Collected data entries
+--

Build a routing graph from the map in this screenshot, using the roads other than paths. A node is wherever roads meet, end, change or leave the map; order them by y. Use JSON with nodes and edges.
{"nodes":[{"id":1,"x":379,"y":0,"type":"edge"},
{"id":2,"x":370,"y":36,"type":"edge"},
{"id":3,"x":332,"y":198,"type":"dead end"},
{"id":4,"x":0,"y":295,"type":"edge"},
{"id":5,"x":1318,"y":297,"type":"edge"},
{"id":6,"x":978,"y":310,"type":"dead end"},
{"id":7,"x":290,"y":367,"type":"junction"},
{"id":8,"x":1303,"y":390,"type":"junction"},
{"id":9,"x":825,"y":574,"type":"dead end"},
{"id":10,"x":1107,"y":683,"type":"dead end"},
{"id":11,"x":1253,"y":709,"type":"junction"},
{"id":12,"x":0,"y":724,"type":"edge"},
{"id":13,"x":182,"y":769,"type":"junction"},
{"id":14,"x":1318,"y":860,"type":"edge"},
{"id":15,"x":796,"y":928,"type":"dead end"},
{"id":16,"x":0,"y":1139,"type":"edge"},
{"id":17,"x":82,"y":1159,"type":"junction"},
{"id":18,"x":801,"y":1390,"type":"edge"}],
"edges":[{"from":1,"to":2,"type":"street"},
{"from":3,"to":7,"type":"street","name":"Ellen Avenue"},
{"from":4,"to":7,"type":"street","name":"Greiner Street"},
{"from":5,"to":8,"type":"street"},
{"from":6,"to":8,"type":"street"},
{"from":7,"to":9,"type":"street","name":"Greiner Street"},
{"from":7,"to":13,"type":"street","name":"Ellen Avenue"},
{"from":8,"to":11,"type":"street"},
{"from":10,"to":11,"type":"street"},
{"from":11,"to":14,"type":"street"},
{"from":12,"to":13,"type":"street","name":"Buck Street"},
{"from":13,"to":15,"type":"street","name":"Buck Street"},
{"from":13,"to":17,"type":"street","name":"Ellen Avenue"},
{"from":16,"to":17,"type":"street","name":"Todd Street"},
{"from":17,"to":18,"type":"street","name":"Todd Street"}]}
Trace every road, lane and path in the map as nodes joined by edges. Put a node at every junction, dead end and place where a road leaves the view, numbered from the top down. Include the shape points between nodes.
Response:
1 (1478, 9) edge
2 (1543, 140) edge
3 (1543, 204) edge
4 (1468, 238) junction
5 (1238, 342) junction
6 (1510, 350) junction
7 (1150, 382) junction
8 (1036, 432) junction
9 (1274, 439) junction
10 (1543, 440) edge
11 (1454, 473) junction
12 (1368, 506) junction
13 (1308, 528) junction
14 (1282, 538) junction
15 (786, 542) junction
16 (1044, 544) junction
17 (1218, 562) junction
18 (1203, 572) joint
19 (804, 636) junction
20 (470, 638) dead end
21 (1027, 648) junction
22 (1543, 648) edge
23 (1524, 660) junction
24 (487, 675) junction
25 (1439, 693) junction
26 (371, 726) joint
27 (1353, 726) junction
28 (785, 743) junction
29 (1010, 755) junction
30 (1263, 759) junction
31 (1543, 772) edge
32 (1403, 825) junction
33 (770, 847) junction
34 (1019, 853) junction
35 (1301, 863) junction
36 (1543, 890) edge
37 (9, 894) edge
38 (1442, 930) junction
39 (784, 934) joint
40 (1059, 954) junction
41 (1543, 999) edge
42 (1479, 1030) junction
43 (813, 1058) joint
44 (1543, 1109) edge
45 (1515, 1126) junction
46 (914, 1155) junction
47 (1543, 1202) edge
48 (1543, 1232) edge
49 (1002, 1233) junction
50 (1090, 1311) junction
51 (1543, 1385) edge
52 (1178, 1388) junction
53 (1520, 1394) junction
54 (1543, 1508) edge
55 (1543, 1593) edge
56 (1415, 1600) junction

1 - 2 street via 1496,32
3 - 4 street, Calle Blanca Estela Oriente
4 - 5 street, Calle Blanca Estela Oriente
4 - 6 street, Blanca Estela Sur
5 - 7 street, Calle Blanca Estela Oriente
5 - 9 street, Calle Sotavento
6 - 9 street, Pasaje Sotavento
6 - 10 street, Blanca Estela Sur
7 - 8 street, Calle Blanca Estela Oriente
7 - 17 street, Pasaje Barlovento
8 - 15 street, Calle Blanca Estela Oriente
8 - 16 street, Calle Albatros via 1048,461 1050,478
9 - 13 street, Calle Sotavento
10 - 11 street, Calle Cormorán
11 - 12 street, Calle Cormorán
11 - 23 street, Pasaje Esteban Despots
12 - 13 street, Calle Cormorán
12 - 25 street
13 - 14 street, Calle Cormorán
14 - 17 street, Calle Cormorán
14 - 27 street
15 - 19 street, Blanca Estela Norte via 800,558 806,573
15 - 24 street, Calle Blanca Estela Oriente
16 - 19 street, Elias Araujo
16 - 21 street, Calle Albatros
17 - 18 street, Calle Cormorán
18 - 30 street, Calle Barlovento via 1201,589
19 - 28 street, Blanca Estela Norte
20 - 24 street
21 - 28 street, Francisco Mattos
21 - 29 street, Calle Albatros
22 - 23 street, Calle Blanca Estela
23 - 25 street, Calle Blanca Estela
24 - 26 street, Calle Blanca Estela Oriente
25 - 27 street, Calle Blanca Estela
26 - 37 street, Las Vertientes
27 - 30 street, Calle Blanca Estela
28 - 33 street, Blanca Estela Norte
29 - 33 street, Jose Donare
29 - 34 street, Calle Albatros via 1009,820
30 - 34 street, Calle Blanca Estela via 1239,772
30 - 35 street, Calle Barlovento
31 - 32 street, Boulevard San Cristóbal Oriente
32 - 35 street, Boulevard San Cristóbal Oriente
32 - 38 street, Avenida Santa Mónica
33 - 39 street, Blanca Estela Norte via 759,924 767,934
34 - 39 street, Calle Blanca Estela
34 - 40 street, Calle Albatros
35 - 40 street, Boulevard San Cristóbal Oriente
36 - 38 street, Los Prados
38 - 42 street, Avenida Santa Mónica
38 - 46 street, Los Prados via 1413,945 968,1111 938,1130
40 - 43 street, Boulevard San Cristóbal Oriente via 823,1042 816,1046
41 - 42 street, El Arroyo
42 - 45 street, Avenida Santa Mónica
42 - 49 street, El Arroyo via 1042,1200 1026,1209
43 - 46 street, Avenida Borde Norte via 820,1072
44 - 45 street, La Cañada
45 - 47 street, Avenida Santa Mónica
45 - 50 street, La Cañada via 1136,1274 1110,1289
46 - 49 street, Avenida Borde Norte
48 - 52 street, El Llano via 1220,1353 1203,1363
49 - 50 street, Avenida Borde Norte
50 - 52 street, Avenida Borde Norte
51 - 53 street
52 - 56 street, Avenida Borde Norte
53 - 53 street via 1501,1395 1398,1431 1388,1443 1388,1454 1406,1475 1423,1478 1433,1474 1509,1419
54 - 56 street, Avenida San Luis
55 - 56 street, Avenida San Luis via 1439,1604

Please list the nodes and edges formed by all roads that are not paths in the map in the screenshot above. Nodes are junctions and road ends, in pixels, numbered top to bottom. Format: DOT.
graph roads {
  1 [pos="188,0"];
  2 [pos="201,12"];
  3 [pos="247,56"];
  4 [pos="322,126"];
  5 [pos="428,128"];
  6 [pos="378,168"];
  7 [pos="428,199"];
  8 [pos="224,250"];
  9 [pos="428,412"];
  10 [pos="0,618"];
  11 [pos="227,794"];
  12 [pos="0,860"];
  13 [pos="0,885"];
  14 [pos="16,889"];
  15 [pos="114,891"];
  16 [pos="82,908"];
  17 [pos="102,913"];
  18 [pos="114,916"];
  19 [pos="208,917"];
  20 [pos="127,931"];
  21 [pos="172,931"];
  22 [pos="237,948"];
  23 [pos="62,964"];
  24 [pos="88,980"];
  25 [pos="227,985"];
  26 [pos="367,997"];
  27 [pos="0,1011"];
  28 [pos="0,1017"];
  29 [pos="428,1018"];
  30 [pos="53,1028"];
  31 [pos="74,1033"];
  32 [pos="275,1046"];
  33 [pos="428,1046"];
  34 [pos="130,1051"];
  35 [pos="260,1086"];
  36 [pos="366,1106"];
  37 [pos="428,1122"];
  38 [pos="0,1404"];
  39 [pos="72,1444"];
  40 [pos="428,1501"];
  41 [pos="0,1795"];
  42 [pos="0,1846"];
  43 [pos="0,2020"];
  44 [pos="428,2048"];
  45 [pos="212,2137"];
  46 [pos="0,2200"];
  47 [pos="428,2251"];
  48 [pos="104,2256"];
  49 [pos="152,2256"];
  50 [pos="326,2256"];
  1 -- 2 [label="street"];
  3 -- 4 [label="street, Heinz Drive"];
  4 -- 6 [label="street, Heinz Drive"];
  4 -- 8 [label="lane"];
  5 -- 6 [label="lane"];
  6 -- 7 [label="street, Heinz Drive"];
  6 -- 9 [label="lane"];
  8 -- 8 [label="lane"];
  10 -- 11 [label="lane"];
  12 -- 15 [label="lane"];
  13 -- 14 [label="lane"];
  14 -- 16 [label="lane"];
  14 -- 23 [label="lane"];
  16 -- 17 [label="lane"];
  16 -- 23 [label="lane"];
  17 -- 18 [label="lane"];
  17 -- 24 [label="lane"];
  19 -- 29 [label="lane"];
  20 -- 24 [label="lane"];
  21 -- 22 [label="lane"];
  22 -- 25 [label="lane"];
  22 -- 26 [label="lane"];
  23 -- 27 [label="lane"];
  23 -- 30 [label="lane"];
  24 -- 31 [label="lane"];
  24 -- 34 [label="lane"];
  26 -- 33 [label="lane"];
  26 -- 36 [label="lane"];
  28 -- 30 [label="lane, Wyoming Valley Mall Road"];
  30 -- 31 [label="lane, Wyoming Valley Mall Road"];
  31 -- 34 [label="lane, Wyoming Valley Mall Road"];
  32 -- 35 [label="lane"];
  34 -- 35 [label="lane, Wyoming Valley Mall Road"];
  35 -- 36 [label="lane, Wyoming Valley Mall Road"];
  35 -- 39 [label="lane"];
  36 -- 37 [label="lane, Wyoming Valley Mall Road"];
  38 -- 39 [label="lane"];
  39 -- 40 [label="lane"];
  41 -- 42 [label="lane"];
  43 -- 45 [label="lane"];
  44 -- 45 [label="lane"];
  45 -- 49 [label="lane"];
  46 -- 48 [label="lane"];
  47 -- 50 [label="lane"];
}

+--

Work out how many lines of the entries hold the word "Heinz", and write only that figure.

3